Exercise material: Begin

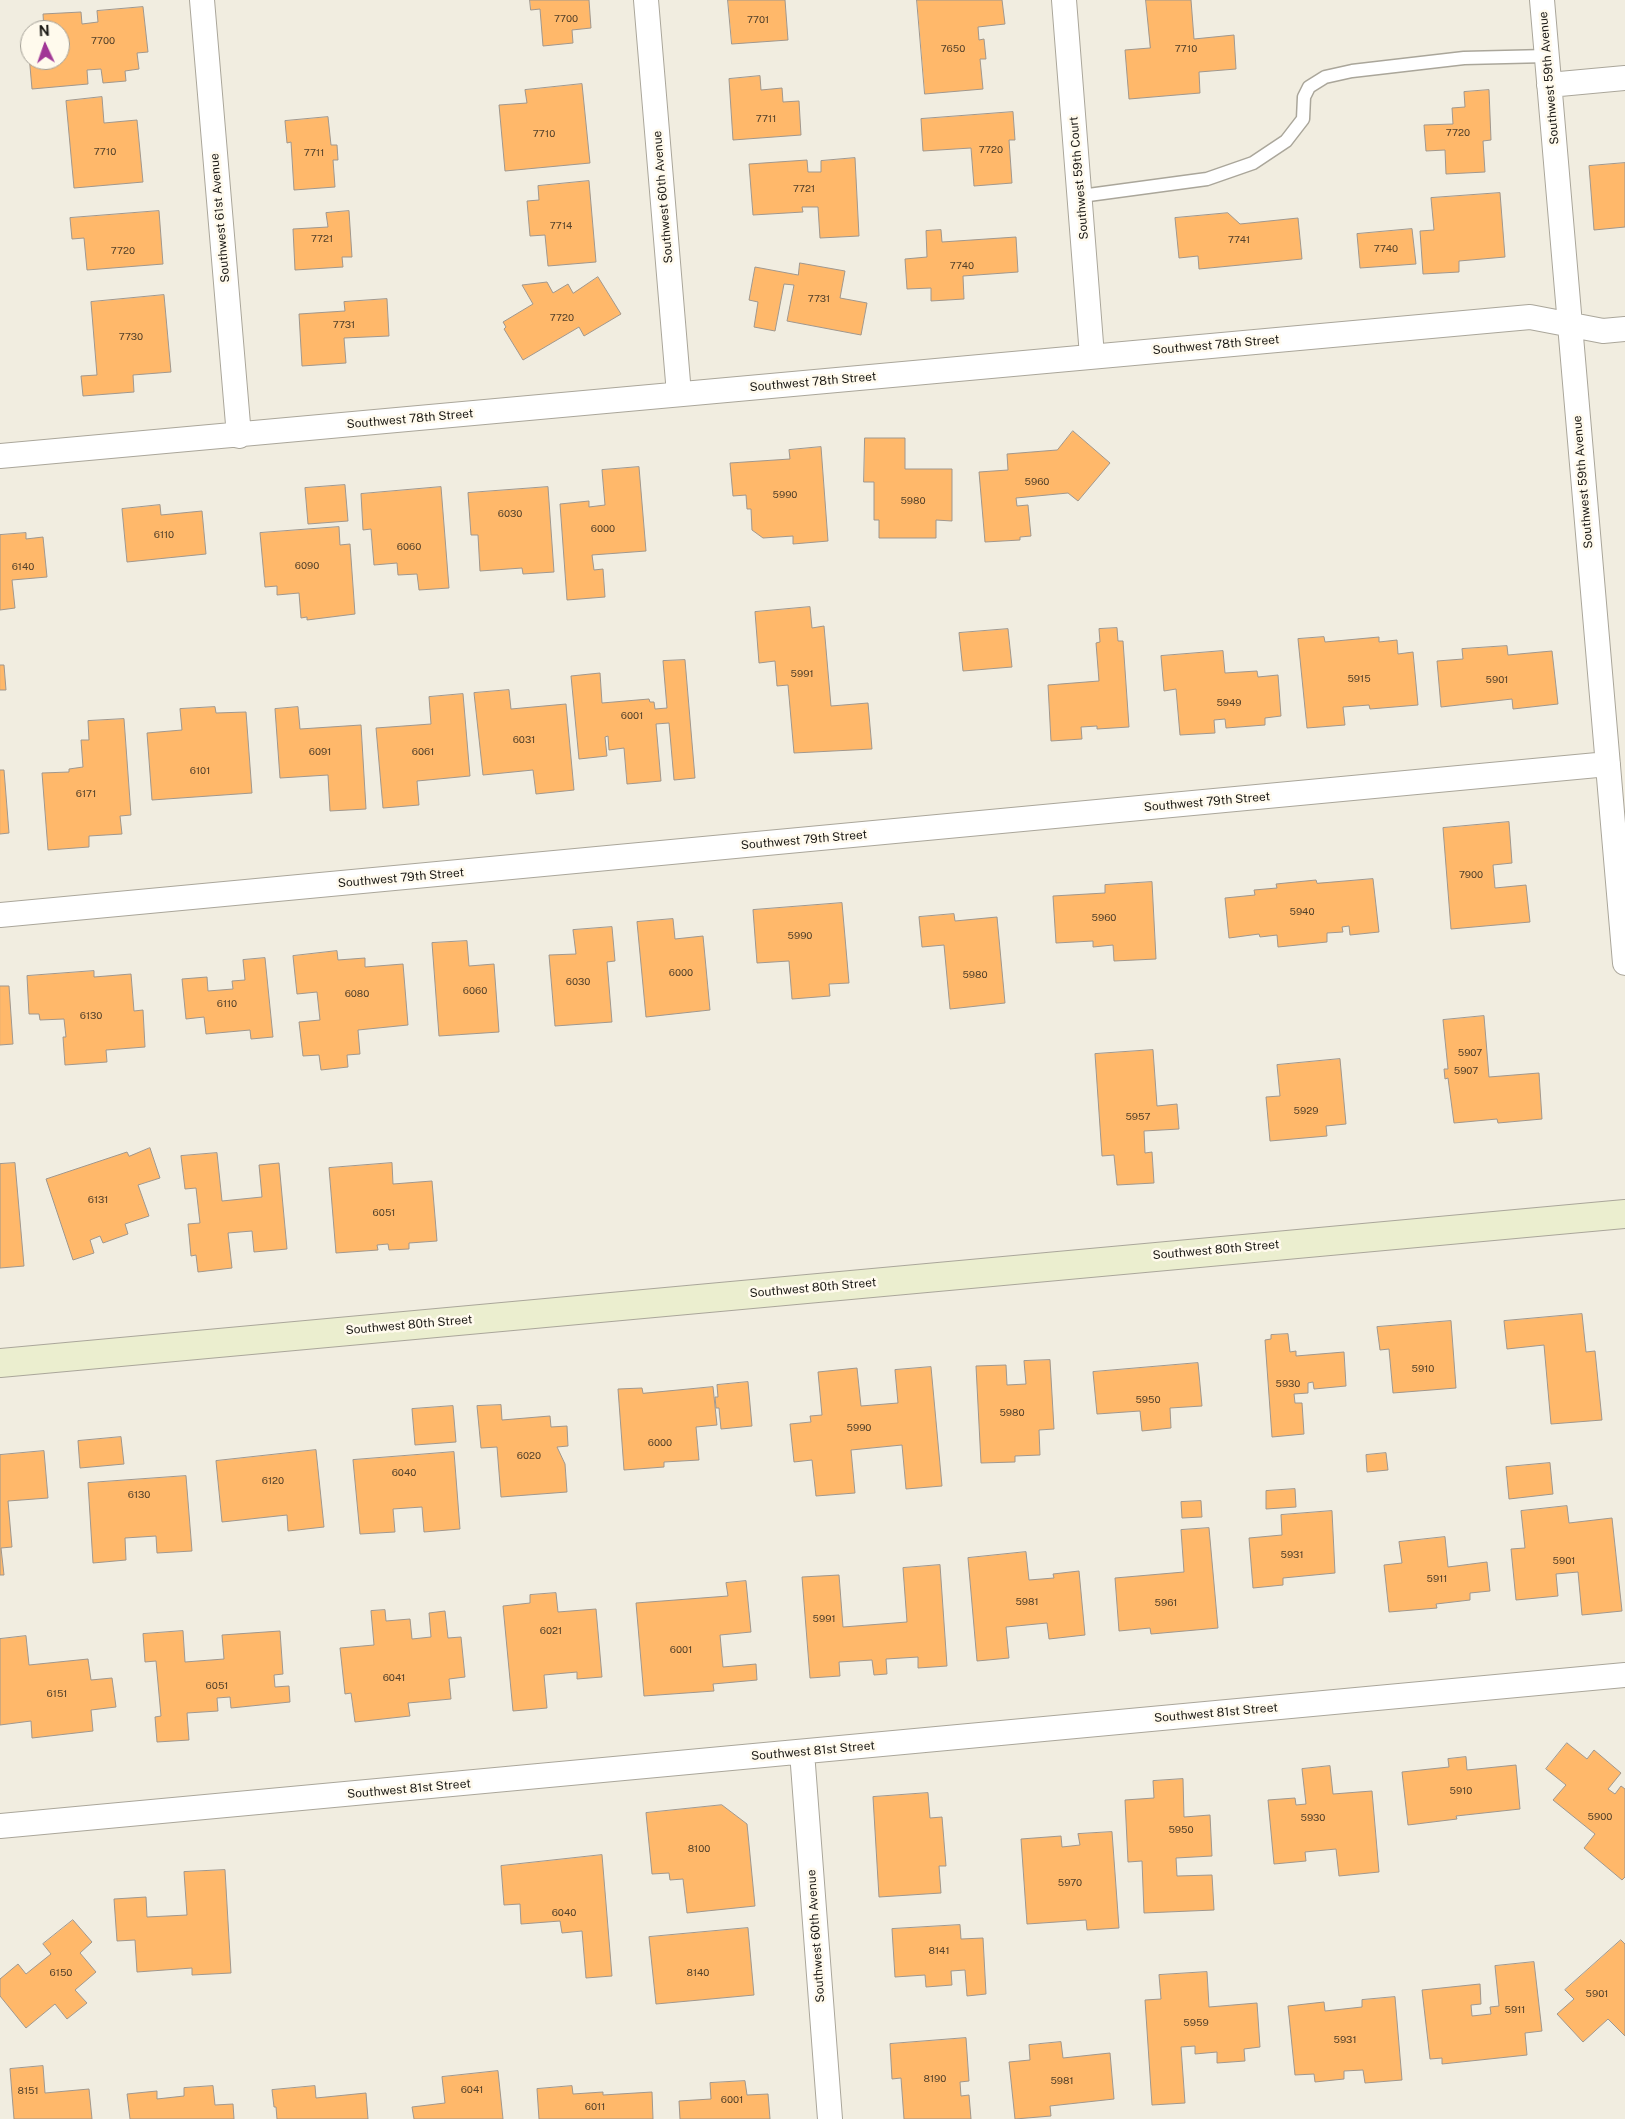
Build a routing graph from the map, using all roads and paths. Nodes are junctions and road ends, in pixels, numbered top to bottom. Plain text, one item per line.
1 (202, 0) edge
2 (646, 0) edge
3 (1064, 0) edge
4 (1542, 0) edge
5 (1547, 56) junction
6 (1625, 78) edge
7 (1549, 85) junction
8 (1081, 196) junction
9 (1570, 326) junction
10 (1625, 329) edge
11 (1092, 356) junction
12 (679, 394) junction
13 (239, 436) junction
14 (0, 456) edge
15 (1608, 764) junction
16 (0, 915) edge
17 (1625, 963) edge
18 (1625, 1214) edge
19 (0, 1363) edge
20 (1625, 1675) edge
21 (802, 1752) junction
22 (0, 1826) edge
23 (830, 2119) edge

1 - 13 street, Southwest 61st Avenue
2 - 12 street, Southwest 60th Avenue
3 - 8 street, Southwest 59th Court
4 - 5 street, Southwest 59th Avenue
5 - 7 street, Southwest 59th Avenue
5 - 8 lane
6 - 7 street
7 - 9 street, Southwest 59th Avenue
8 - 11 street, Southwest 59th Court
9 - 10 street, Southwest 78th Street
9 - 11 street, Southwest 78th Street
9 - 15 street, Southwest 59th Avenue
11 - 12 street, Southwest 78th Street
12 - 13 street, Southwest 78th Street
13 - 14 street, Southwest 78th Street
15 - 16 street, Southwest 79th Street
15 - 17 street, Southwest 59th Avenue
18 - 19 street, Southwest 80th Street
20 - 21 street, Southwest 81st Street
21 - 22 street, Southwest 81st Street
21 - 23 street, Southwest 60th Avenue

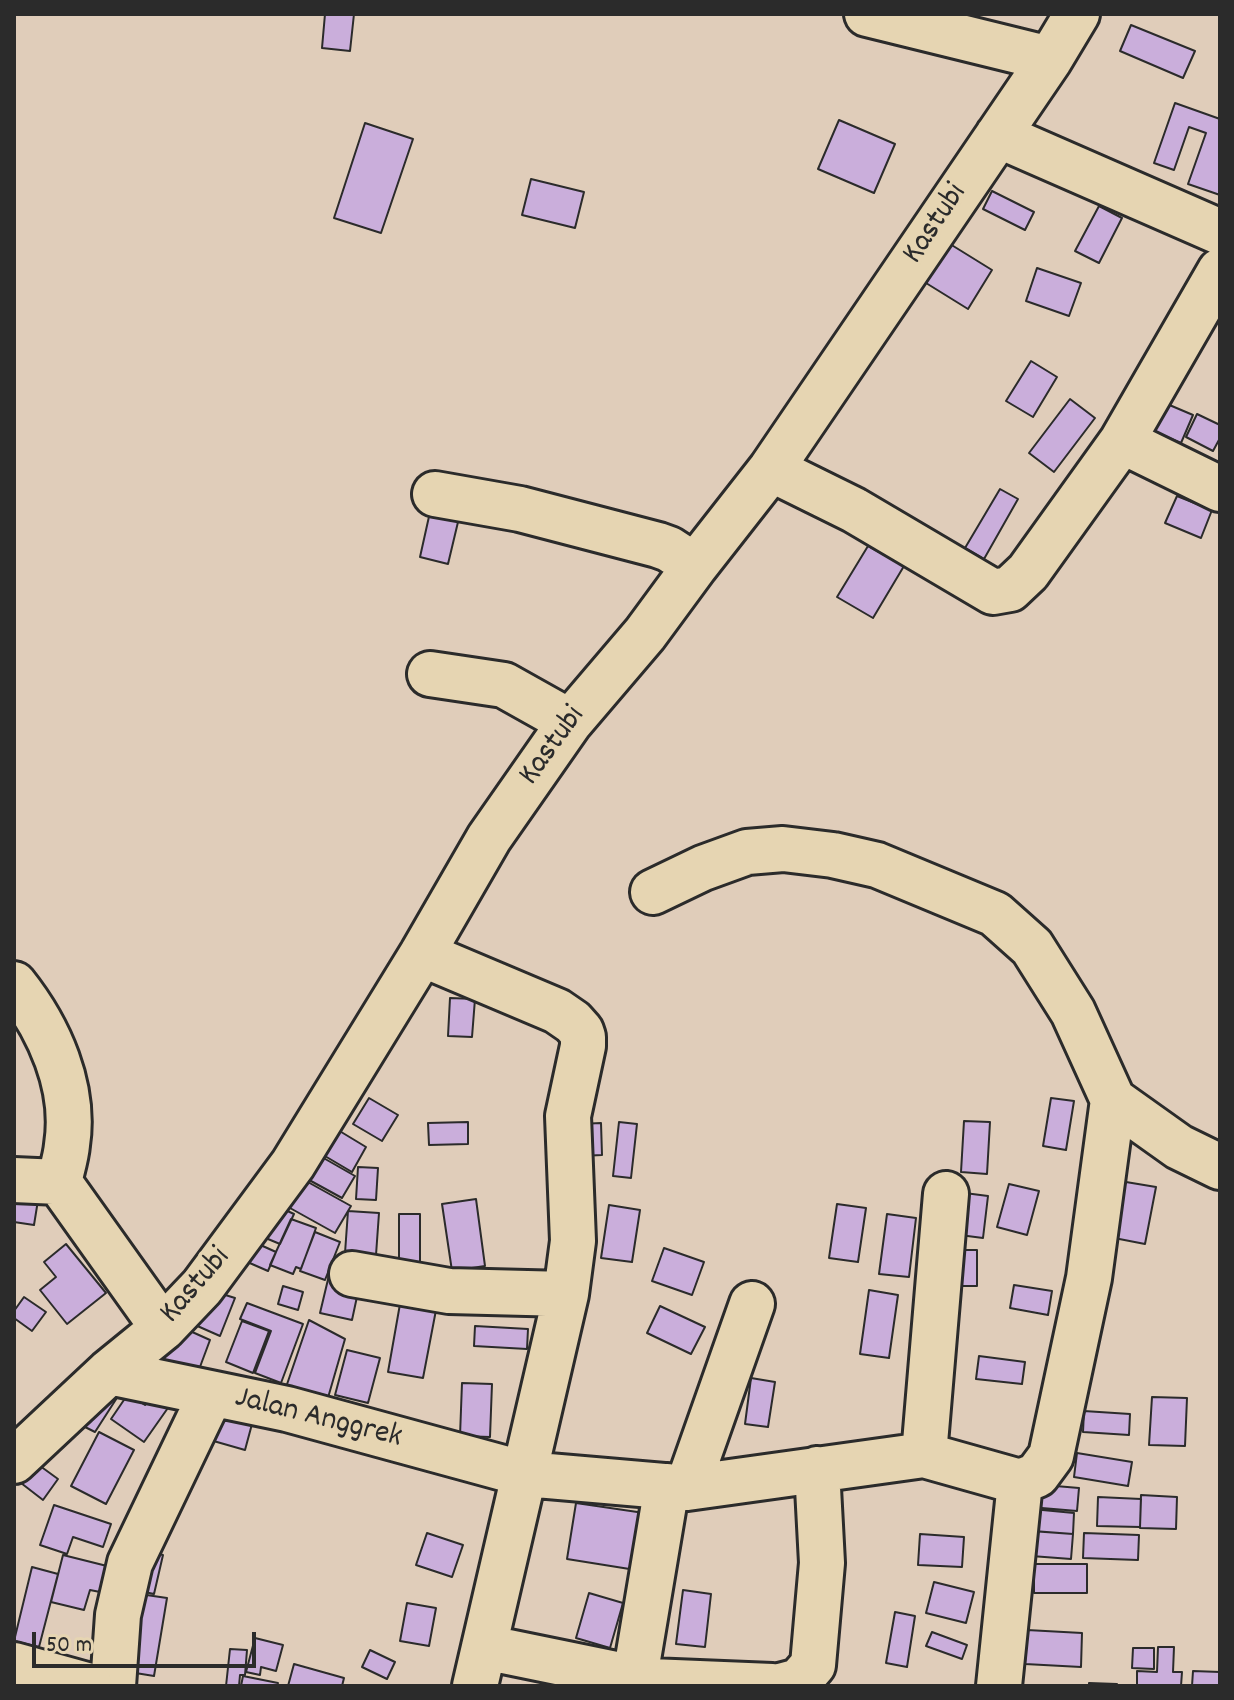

Exercise material: End

Required work:
For each line in the data that contains the string "Avenue", give a copy of that line.

Solved exercise:
1 - 13 street, Southwest 61st Avenue
2 - 12 street, Southwest 60th Avenue
4 - 5 street, Southwest 59th Avenue
5 - 7 street, Southwest 59th Avenue
7 - 9 street, Southwest 59th Avenue
9 - 15 street, Southwest 59th Avenue
15 - 17 street, Southwest 59th Avenue
21 - 23 street, Southwest 60th Avenue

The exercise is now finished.